**Task brief:** Transcribe the lines below verbatim, skipping the images.

++++ Input material

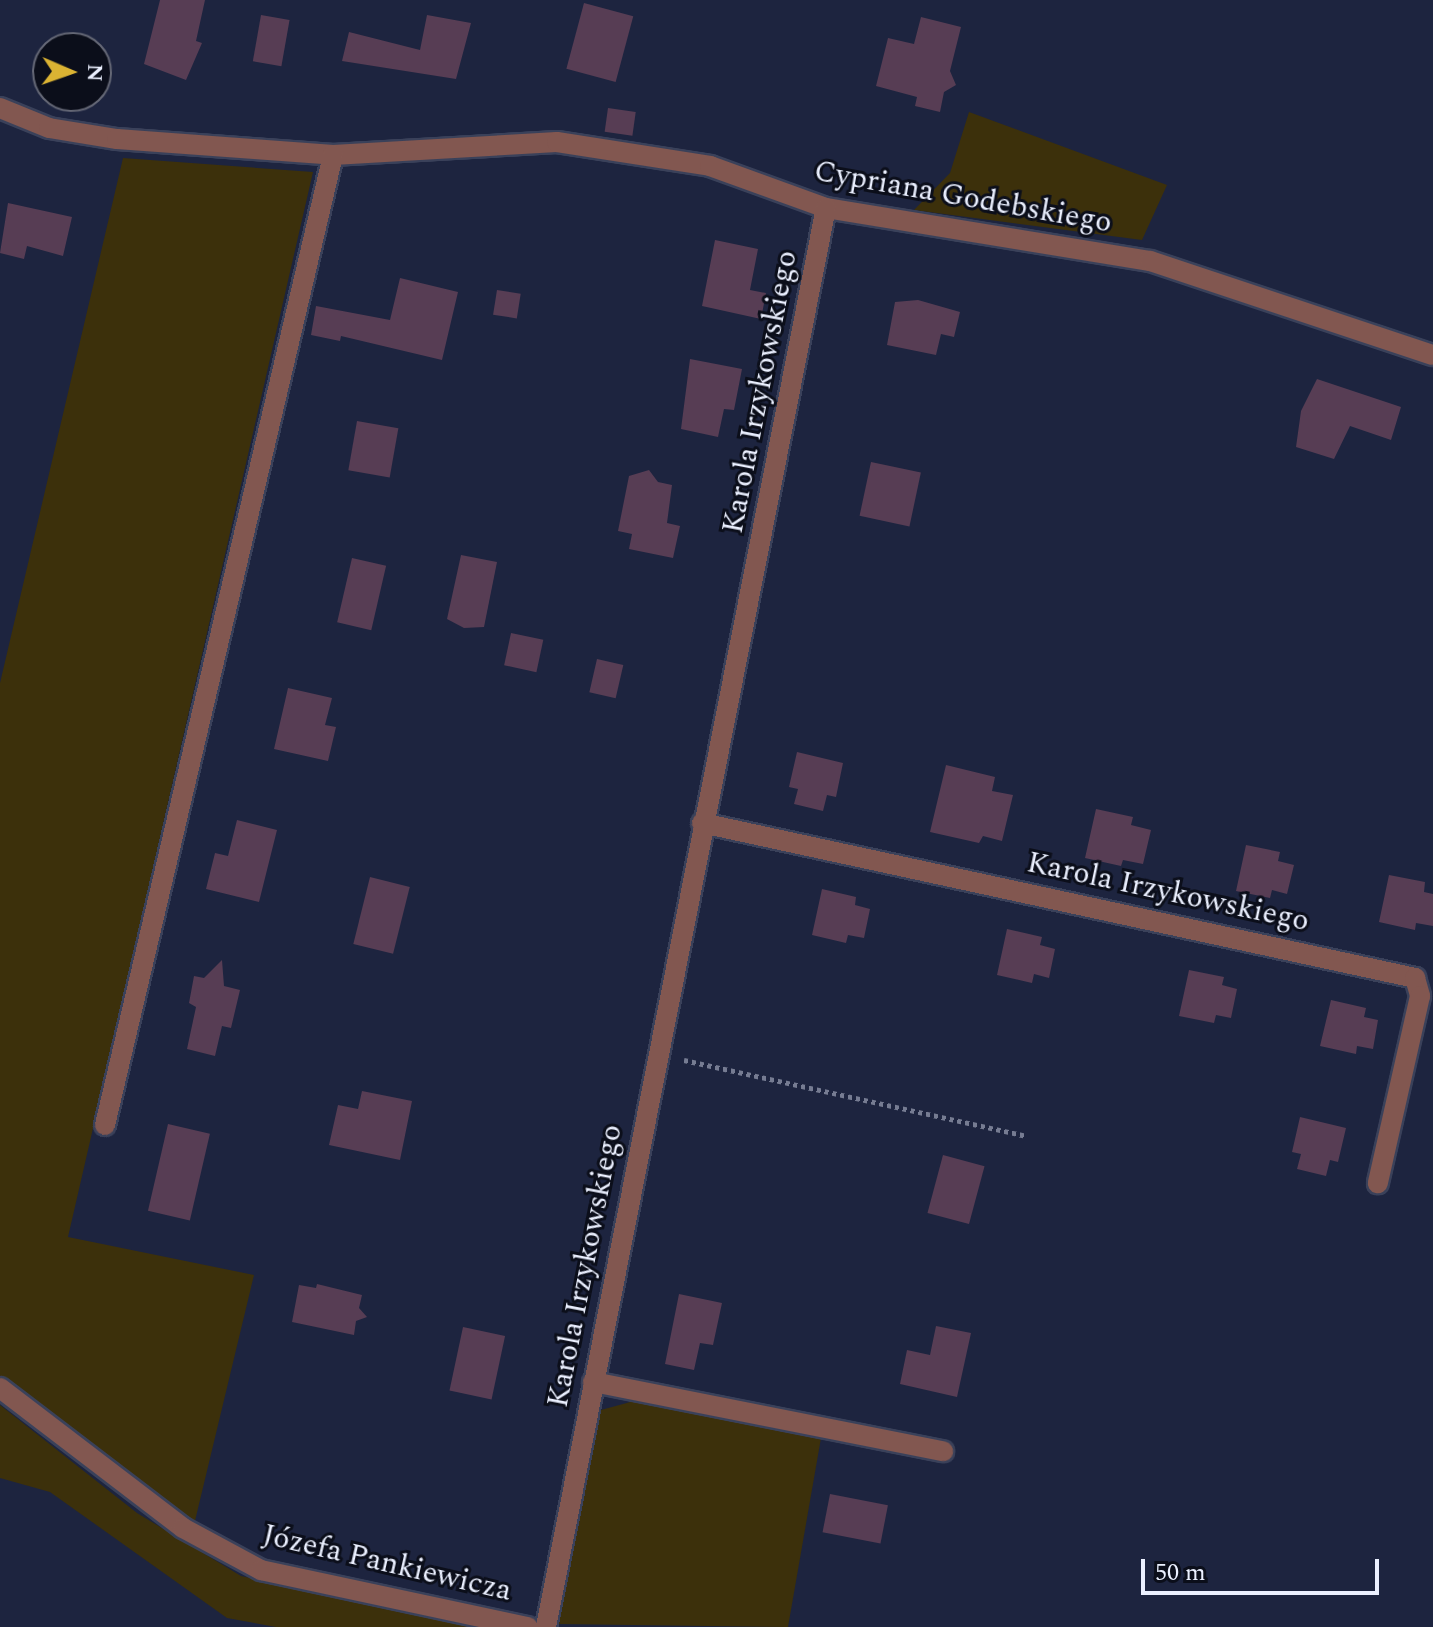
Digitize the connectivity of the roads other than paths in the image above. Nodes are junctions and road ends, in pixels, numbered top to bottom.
1 (0, 108) edge
2 (333, 155) junction
3 (826, 208) junction
4 (1433, 355) edge
5 (702, 823) junction
6 (105, 1125) dead end
7 (1378, 1183) dead end
8 (593, 1382) junction
9 (0, 1388) edge
10 (943, 1451) dead end
11 (528, 1627) edge
12 (546, 1627) edge

1 - 2 street, Cypriana Godebskiego
2 - 3 street, Cypriana Godebskiego
2 - 6 street
3 - 4 street, Cypriana Godebskiego
3 - 5 street, Karola Irzykowskiego
5 - 7 street, Karola Irzykowskiego
5 - 8 street, Karola Irzykowskiego
8 - 10 street
8 - 12 street, Karola Irzykowskiego
9 - 11 street, Józefa Pankiewicza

++++++++

**The completed task:**
Digitize the connectivity of the roads other than paths in the image above. Nodes are junctions and road ends, in pixels, numbered top to bottom.
1 (0, 108) edge
2 (333, 155) junction
3 (826, 208) junction
4 (1433, 355) edge
5 (702, 823) junction
6 (105, 1125) dead end
7 (1378, 1183) dead end
8 (593, 1382) junction
9 (0, 1388) edge
10 (943, 1451) dead end
11 (528, 1627) edge
12 (546, 1627) edge

1 - 2 street, Cypriana Godebskiego
2 - 3 street, Cypriana Godebskiego
2 - 6 street
3 - 4 street, Cypriana Godebskiego
3 - 5 street, Karola Irzykowskiego
5 - 7 street, Karola Irzykowskiego
5 - 8 street, Karola Irzykowskiego
8 - 10 street
8 - 12 street, Karola Irzykowskiego
9 - 11 street, Józefa Pankiewicza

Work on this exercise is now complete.